Babao left TV Patrol alongside Karen Davila on November 5, 2010, to anchor the late evening top newscast, Bandila.

On January 10, 2011, he began anchoring Aksyon Ngayon with Kaye Dacer and Radyo Patrol Balita: Alas Dose, both airing every weekdays.

On January 2, 2017, Babao began hosting the new daily radio show, Lingkod Kapamilya, replacing Aksyon Ngayon, with Bernadette Sembrano and continued to anchored a daily newscast Radyo Patrol Balita: Alas Dose on DZMM before it got merged with Headline Pilipinas, where he joined Tony Velasquez as the anchor. He is also the weekend anchor of TeleRadyo's newscast TeleRadyo Balita (formerly Radyo Patrol Balita: Alas Siyete) alongside Zen Hernandez.

He also hosted Mission Possible, an award-winning advocacy show which airs every Monday evenings and Saturday mornings.

On September 7, 2020, he returned to TV Patrol as an occasional replacement for Ted Failon after the latter's departure and later as a relief anchor for Noli de Castro and Henry Omaga-Diaz on the weekday edition and on the weekend edition for Alvin Elchico.
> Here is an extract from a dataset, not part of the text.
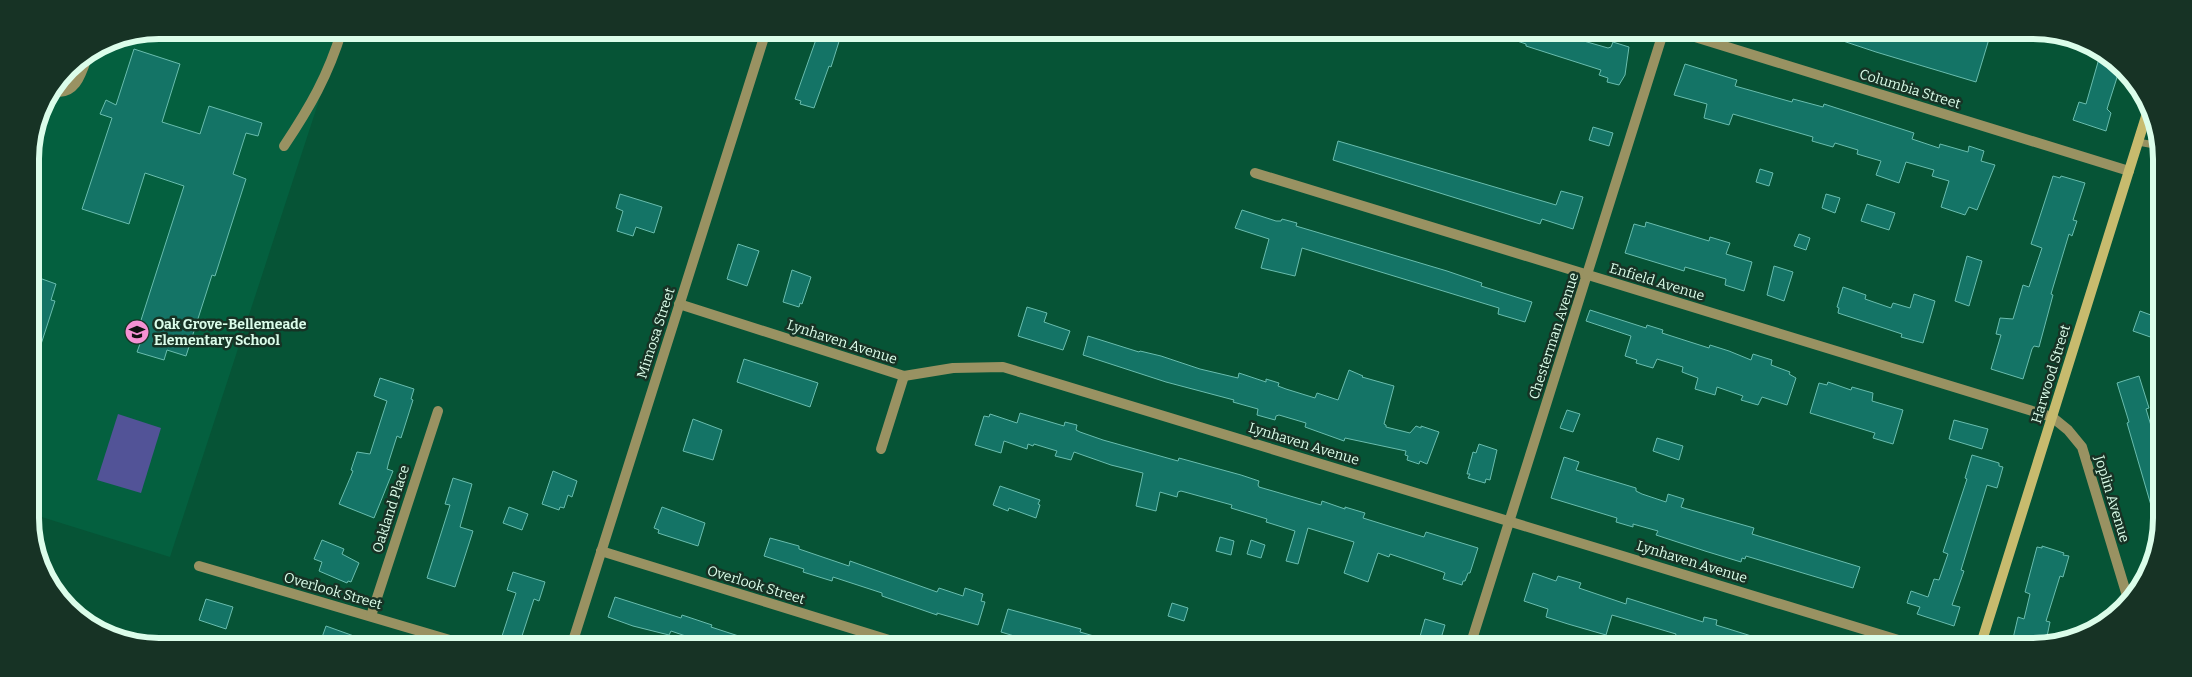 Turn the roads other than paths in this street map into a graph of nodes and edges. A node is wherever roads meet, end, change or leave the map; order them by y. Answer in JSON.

On December 31, 2021, after 28 years with television giant ABS-CBN, he announced that he would be leaving the network as part of its retrenchment program caused by the ABS-CBN shutdown from the Philippine Congress that junked the new ABS-CBN legislative franchise to operate. He made his final appearance on TV Patrol as a relief anchor and two days later on TeleRadyo Balita.

In January 2022, Babao joined TV5 to anchor the network's primetime newscast Frontline Pilipinas starting on February 7, 2022, replacing Raffy Tulfo. He is the main anchor alongside former Alas Singko Y Medya and Magandang Umaga, Bayan anchor Cheryl Cosim, coinciding with the latter's birthday on that day. On March 21, 2022, Julius & Tintin: Para Sa Pamilyang Pilipino, which he hosts alongside his wife, debuted on Radyo5 92.3 News FM and One PH. The latter program was concluded in January 2023 on Radyo5 92.3 News FM and was replaced by Sagot Kita, hosted by Cheryl Cosim. However, it still broadcasts on One PH.

Personal life
Julius Caesar Concepcion Babao is a graduate of Mass Communications, majoring in film and audio visual communication, from the University of the Philippines Diliman. He is married to his once former co-host Christine Bersola. They have a daughter named Antonia Julia Sofia (also known as Anya, b. 2005) and a son named Antonio Francesco (b. 2010).

The couple has also raised Siberian Huskies  namely Snow, Krystal, Kirby and Kamatz, to name a few.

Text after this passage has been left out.